The dependency of multiple radiomics features on image acquisition parameters has been demonstrated repeatedly [26,27,28]. However, only half of the studies included in this review documented the most important parameters. The selection of the scanner manufacturer and model, acquisition, and reconstruction parameters cause heterogeneity of imaging data. If the aim is to achieve broadly applicable radiomics models, standardization will be required wherever possible. Elsewhere, feature selection could consider robustness to variations in acquisition parameters and adjustments could be applied to the input data or the extracted features. The non-quantitative nature of T1- and T2-weighted MR sequences introduces additional heterogeneity even when acquisition parameters are kept constant. As a result, MR-based radiomics models frequently employed parametric maps, which do not require initial signal intensity normalization, were used most commonly.
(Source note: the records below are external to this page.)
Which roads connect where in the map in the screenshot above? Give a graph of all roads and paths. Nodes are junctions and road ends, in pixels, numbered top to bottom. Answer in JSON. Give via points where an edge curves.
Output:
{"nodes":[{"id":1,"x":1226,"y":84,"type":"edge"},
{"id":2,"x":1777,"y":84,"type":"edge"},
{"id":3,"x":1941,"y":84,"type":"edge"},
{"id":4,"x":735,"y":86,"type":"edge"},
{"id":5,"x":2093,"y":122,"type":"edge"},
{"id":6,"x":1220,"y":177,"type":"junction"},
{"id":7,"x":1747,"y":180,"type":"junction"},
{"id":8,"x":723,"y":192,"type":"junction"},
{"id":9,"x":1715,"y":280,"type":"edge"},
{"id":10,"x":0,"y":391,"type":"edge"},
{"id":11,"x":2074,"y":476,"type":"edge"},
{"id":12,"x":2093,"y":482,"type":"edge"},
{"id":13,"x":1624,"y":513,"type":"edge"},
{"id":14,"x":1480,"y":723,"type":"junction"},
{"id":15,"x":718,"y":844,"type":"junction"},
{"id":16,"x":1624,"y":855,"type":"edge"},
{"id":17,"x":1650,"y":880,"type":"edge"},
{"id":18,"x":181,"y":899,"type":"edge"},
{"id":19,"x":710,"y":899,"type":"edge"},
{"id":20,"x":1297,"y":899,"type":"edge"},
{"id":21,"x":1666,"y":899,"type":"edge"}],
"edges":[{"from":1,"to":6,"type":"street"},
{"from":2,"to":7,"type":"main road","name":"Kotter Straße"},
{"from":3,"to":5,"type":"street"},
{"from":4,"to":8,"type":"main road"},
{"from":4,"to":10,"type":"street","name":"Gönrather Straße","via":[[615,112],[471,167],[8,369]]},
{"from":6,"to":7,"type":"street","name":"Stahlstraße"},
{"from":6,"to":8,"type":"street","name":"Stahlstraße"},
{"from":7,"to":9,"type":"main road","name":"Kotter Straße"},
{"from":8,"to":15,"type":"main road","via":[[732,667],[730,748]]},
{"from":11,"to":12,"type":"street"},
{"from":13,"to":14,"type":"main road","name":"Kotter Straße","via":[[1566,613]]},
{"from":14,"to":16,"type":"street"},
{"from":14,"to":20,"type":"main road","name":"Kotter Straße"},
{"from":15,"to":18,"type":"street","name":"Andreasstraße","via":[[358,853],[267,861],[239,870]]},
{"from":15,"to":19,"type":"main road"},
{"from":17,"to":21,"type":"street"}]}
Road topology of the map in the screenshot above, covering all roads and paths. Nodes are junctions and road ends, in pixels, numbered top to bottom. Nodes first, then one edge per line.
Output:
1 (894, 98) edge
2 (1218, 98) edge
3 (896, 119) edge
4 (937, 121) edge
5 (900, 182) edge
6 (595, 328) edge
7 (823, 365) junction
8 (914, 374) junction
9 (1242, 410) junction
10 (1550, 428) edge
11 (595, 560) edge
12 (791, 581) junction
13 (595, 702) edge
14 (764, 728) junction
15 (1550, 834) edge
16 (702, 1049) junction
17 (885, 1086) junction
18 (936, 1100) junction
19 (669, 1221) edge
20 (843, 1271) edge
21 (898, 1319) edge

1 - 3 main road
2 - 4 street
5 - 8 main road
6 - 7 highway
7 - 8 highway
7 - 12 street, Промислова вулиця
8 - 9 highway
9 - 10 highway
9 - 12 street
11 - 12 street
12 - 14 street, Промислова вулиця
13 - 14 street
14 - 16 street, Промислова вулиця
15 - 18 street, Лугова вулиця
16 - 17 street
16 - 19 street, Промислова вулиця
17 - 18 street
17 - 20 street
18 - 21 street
Out of 17 studies using MR, nine included the advanced diffusion coefficient based on diffusion-weighted imaging and two the transfer constant kTrans from dynamic contrast-enhanced MRI in their analysis. Two studies employed ADC histogram parameters to differentiate tumor subtypes observing similar trends but differential statistical significance due to low numbers of cases.
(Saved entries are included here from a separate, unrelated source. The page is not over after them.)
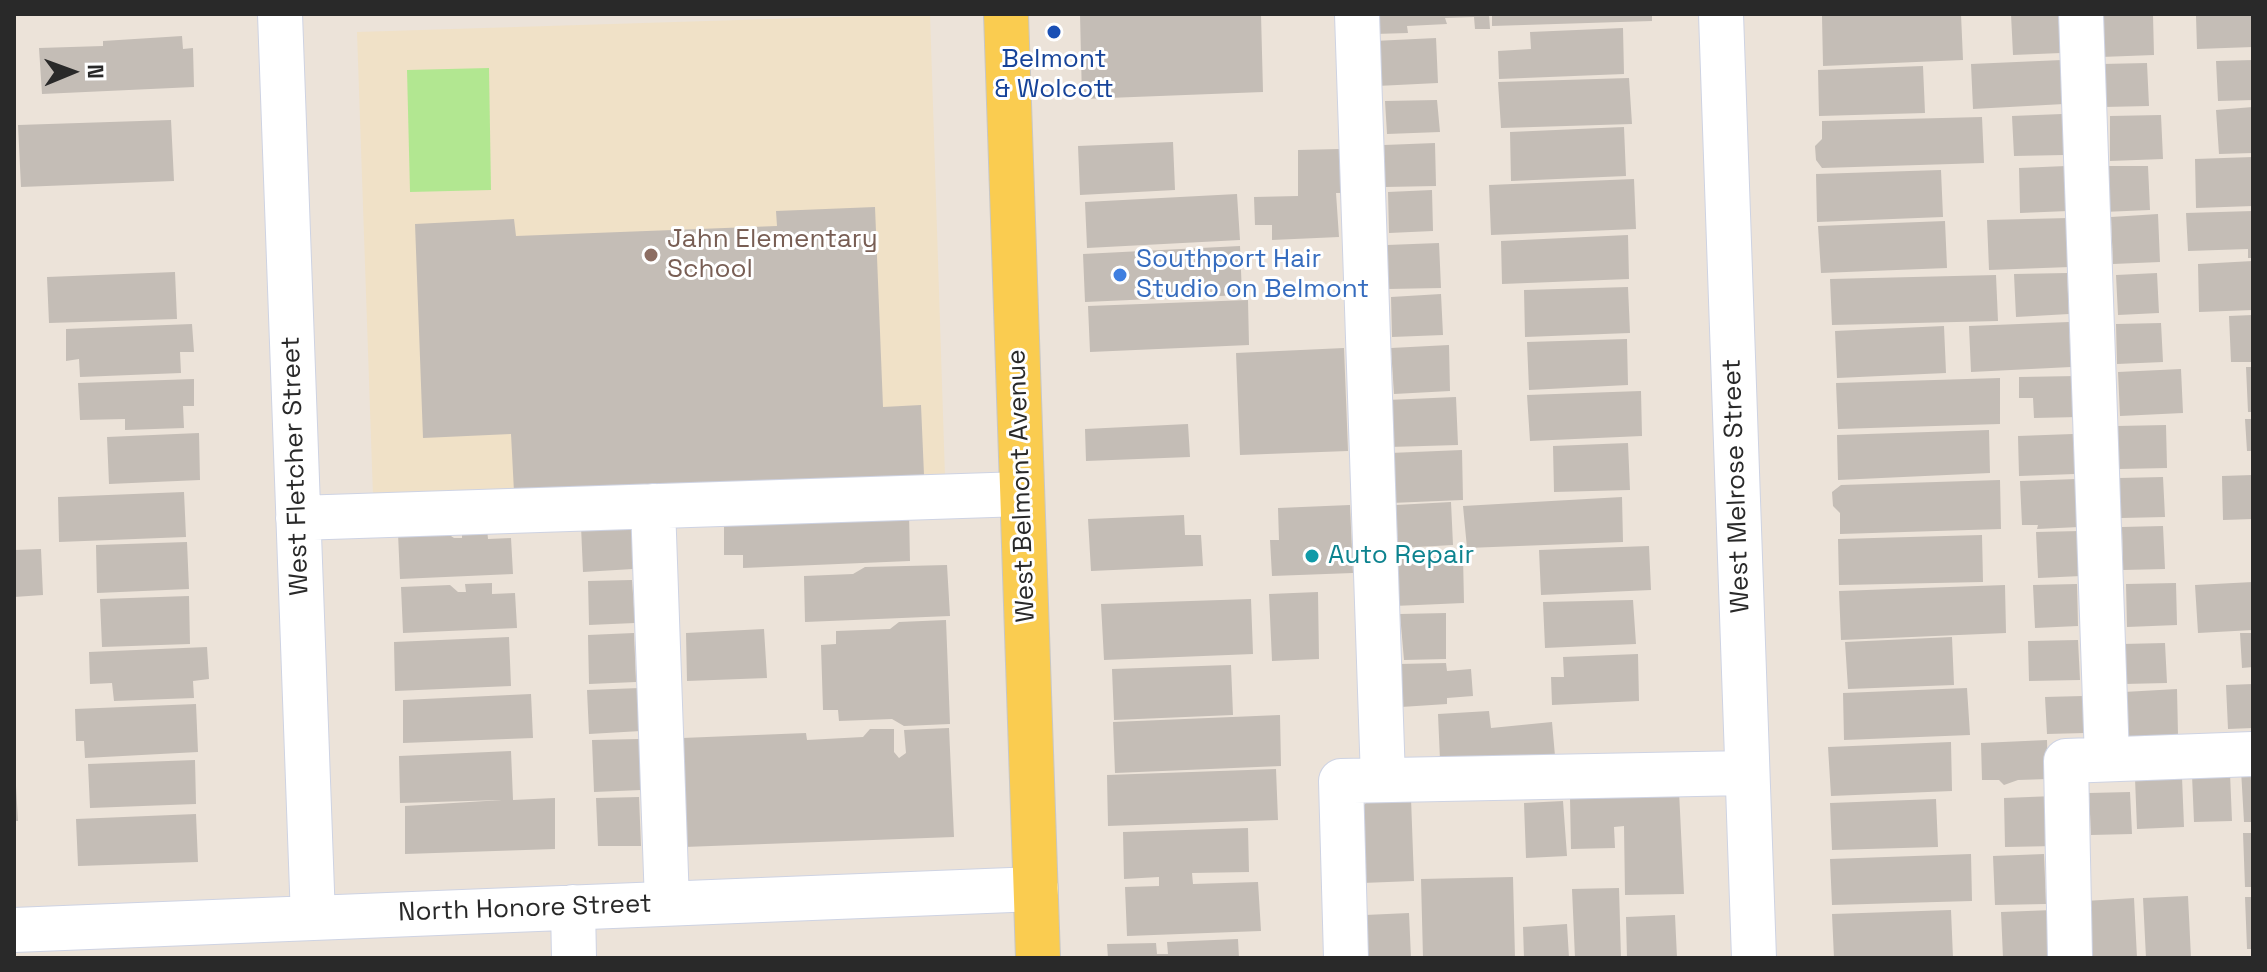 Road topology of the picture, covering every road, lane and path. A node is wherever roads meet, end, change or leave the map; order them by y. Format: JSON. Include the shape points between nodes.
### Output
{"nodes":[{"id":1,"x":280,"y":14,"type":"edge"},
{"id":2,"x":1006,"y":14,"type":"edge"},
{"id":3,"x":1357,"y":14,"type":"edge"},
{"id":4,"x":1721,"y":14,"type":"edge"},
{"id":5,"x":2081,"y":14,"type":"edge"},
{"id":6,"x":1022,"y":494,"type":"junction"},
{"id":7,"x":653,"y":506,"type":"junction"},
{"id":8,"x":298,"y":518,"type":"junction"},
{"id":9,"x":2253,"y":754,"type":"edge"},
{"id":10,"x":2107,"y":759,"type":"junction"},
{"id":11,"x":1747,"y":773,"type":"junction"},
{"id":12,"x":1383,"y":779,"type":"junction"},
{"id":13,"x":1036,"y":889,"type":"junction"},
{"id":14,"x":667,"y":903,"type":"junction"},
{"id":15,"x":573,"y":907,"type":"junction"},
{"id":16,"x":313,"y":918,"type":"junction"},
{"id":17,"x":14,"y":930,"type":"edge"},
{"id":18,"x":574,"y":958,"type":"edge"},
{"id":19,"x":1038,"y":958,"type":"edge"},
{"id":20,"x":1346,"y":958,"type":"edge"},
{"id":21,"x":1754,"y":958,"type":"edge"},
{"id":22,"x":2070,"y":958,"type":"edge"}],
"edges":[{"from":1,"to":8,"type":"street","name":"West Fletcher Street"},
{"from":2,"to":6,"type":"main road","name":"West Belmont Avenue"},
{"from":3,"to":12,"type":"street"},
{"from":4,"to":11,"type":"street","name":"West Melrose Street"},
{"from":5,"to":10,"type":"street"},
{"from":6,"to":7,"type":"street"},
{"from":6,"to":13,"type":"main road","name":"West Belmont Avenue"},
{"from":7,"to":8,"type":"street"},
{"from":7,"to":14,"type":"street"},
{"from":8,"to":16,"type":"street","name":"West Fletcher Street"},
{"from":9,"to":10,"type":"street"},
{"from":10,"to":22,"type":"street","via":[[2066,761]]},
{"from":11,"to":12,"type":"street"},
{"from":11,"to":21,"type":"street","name":"West Melrose Street"},
{"from":12,"to":20,"type":"street","via":[[1341,781]]},
{"from":13,"to":14,"type":"street","name":"North Honore Street"},
{"from":13,"to":19,"type":"main road","name":"West Belmont Avenue"},
{"from":14,"to":15,"type":"street","name":"North Honore Street"},
{"from":15,"to":16,"type":"street","name":"North Honore Street"},
{"from":15,"to":18,"type":"street"},
{"from":16,"to":17,"type":"street","name":"North Honore Street"}]}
Most studies segmented only part of the tumor. In light of recent findings highlighting the intratumoral heterogeneity in RCC on a genetic and metabolic level, texture analysis in a single 2D slice risks underestimating intratumoral heterogeneity [29,30,31]. However, studies segmenting single 2D slices of the tumor achieved equal RQS ratings and no trend over time favoring one segmentation strategy was apparent. The few publications comparing 2D and 3D texture analysis reached varying conclusions regarding their ability to correctly measure heterogeneity in tumors. However, it seems premature to suggest that segmentation of single slices was equivalent in diagnostic value to segmentation of an entire lesion. Only a small subset of the studies (5/57) placed small regions of interest within the tumor. These were either very early studies or studies where multiregional tissue sampling to match the regions of interest was carried out. Additionally, there is scope for further integration of radiomics data with clinical, genetic, and metabolic data to achieve a more complete understanding of renal cancer and harness the complementary value of each modality in cancer diagnostics, prognosis, treatment response prediction, and monitoring.

This review has some inherent limitations. First, the articles included in the meta-analysis differed slightly in their inclusion criteria. The control group was composed of ccRCC only in four studies while six included RCC of multiple subtypes. The methodology will always differ between radiomics studies as different centers use different equipment and the choice of image reconstruction, filtration, feature extraction, and calculation of radiomics models offer countless combinations. Still, a meta-analysis of the existing evidence provides important information as to the consistency of results and the magnitude of the effect size that can be anticipated and helps to estimate publication bias. Notably, the clinically more relevant question of differentiating oncocytoma from RCC was less frequently assessed. A number of studies included in this review were published before the introduction of the RQS. However, there was no trend for improvement over time; therefore, this was not thought to be a significant risk of bias. The RQS as well as QUADAS-2 have limitations. While the former is a quantitative metric and a debate about the appropriate weighting of different components is justified, the latter is a qualitative score and therefore less easily interpretable. Still, both scores are timely tools for the assessment of methodological quality of this highly specialized area of research.

In conclusion, radiomics models show promise for augmenting radiological diagnosis in renal cancer. The differentiation of AMLwvf and RCC has been investigated repeatedly and a meta-analysis showed moderate ability of radiomics to facilitate this distinction. However, well-designed and appropriately powered prospective radiomics trials are needed for these novel imaging markers to demonstrate their validity and progress towards clinical translation.